The child skill returning is a loop iteration boundary, not a conversation turn boundary. You are expected to keep going until one of the exit conditions in the opening section is met (2 consecutive clean polls, _MAX_ROUNDS hit, or an unrecoverable error).
If the user needs to approve a risky action mid-loop (e.g., a force-push or a destructive git operation), pause there — but not at the routine "round N finished, round N+1 needed" boundary. Those are silent transitions.
GitHub rate limits
This skill issues many GraphQL calls (one review-thread query per outer iteration plus per-poll queries inside polish polling). Expect the GraphQL budget to be tight on large PRs. When gh api rate_limit --jq .resources.graphql.remaining drops below ~200, back off:
- Fall back to REST for reads (flat
/pulls/{N}/comments, /pulls/{N}/reviews, /issues/{N}/comments) per the pr-address skill's GraphQL-fallback section.
- Queue thread resolutions (GraphQL-only) until the budget resets; keep making progress on fixes + REST replies meanwhile.
sleep 5 between any batch of ≥20 writes to avoid secondary rate limits.
Safety valves
_MAX_ROUNDS = 10 — if review+address rounds exceed this, stop and escalate to the user with a summary of what's still unresolved. A PR that cannot converge in 10 rounds has systemic issues that need human judgment.
- After each commit, run
poetry run format / pnpm format && pnpm lint && pnpm types per the target codebase's conventions. A failing format check is CI failure that will never self-resolve.
- Every
/pr-review round checks for duplicate concerns first (via pr-review's own "Fetch existing review comments" step) so the loop does not re-post the same finding that a prior round already resolved.
Reporting
When the skill finishes (either via two clean polls or hitting _MAX_ROUNDS), produce a compact summary:
PR #{N} polish complete ({rounds_completed} rounds):
- {X} inline threads opened and resolved
- {Y} CI failures fixed
- {Z} new commits pushed
Final state: CI green, {total} threads all resolved, mergeable.
If exiting via _MAX_ROUNDS, flag explicitly:
PR #{N} polish stopped at {_MAX_ROUNDS} rounds — NOT merge-ready:
- {N} threads still unresolved: {titles}
- CI status: {summary}
Needs human review.
When to use this skill
Use when the user says any of:
- "polish this PR"
- "keep reviewing and addressing until it's mergeable"

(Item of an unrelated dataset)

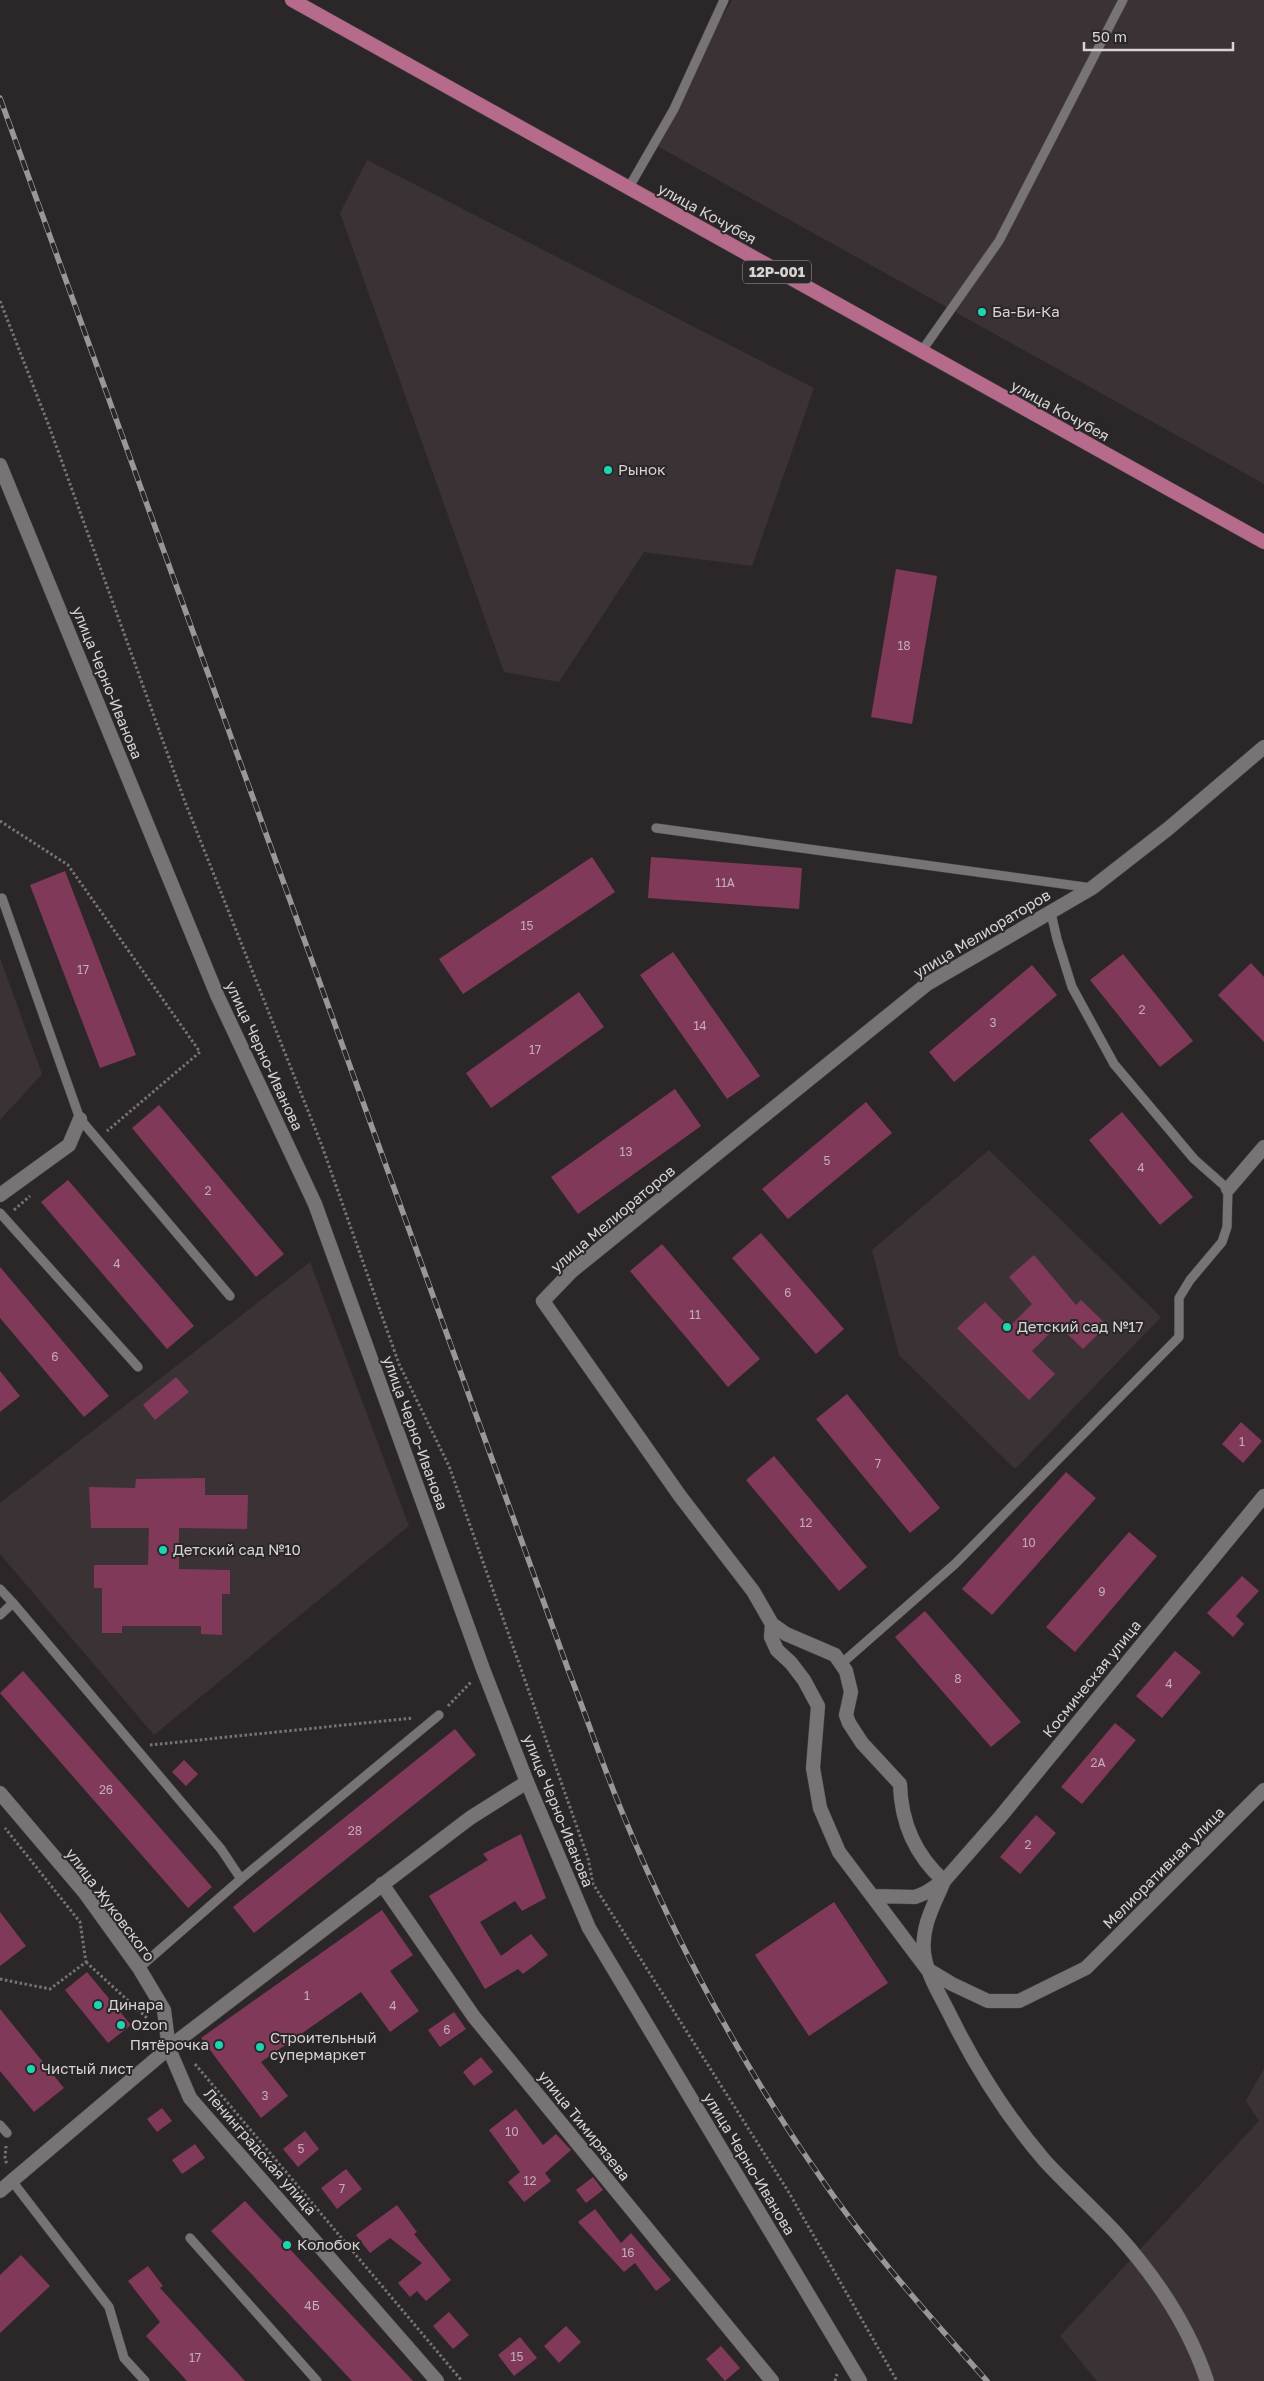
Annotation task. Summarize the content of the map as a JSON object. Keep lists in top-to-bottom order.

- "loop /pr-review + /pr-address until done"
- "make sure the PR is actually merge-ready"
Do not use when:
- User wants just one review pass (→
/pr-review).
- User wants to address already-posted comments without further self-review (→
/pr-address).
- A fixed round count is explicitly requested (e.g., "do 3 rounds") — honour the count instead of converging.